EXERCISE INPUT:

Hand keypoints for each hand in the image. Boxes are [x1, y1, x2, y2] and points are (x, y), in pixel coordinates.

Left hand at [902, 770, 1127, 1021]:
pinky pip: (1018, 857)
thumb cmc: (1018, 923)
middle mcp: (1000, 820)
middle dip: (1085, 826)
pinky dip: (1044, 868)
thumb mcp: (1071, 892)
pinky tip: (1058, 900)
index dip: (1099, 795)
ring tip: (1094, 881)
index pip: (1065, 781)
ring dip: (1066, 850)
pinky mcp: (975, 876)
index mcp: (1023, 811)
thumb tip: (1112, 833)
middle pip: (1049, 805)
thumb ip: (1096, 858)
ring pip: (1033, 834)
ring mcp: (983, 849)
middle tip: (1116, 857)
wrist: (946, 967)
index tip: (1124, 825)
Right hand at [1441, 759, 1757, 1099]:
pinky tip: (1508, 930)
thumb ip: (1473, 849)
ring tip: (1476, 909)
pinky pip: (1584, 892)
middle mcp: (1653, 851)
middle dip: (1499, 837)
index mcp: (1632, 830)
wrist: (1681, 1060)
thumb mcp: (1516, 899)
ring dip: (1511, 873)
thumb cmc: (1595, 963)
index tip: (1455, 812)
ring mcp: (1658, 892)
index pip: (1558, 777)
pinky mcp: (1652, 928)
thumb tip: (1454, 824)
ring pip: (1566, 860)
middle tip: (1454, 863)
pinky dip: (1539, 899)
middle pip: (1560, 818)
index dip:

WORK ORDER:
All entries above need to be copied verbatim.

ANSWER BELOW:
Hand keypoints for each hand in the image. Boxes are [x1, y1, x2, y2] and points are (x, y), in pixel coordinates.

Left hand at [902, 770, 1127, 1021]:
pinky pip: (1018, 857)
thumb cmc: (1018, 923)
middle mcp: (1000, 820)
middle dip: (1085, 826)
pinky dip: (1044, 868)
thumb mcp: (1071, 892)
pinky tip: (1058, 900)
index dip: (1099, 795)
ring tip: (1094, 881)
index pip: (1065, 781)
ring dip: (1066, 850)
pinky mcp: (975, 876)
index mcp: (1023, 811)
thumb tip: (1112, 833)
middle pip: (1049, 805)
thumb ip: (1096, 858)
ring pip: (1033, 834)
ring mcp: (983, 849)
middle tip: (1116, 857)
wrist: (946, 967)
index tip: (1124, 825)
Right hand at [1441, 759, 1757, 1099]:
pinky tip: (1508, 930)
thumb ip: (1473, 849)
ring tip: (1476, 909)
pinky pip: (1584, 892)
middle mcp: (1653, 851)
middle dip: (1499, 837)
index mcp: (1632, 830)
wrist: (1681, 1060)
thumb mcp: (1516, 899)
ring dip: (1511, 873)
thumb cmc: (1595, 963)
index tip: (1455, 812)
ring mcp: (1658, 892)
index pip: (1558, 777)
pinky mcp: (1652, 928)
thumb tip: (1454, 824)
ring pip: (1566, 860)
middle tip: (1454, 863)
pinky dip: (1539, 899)
middle pip: (1560, 818)
index dip:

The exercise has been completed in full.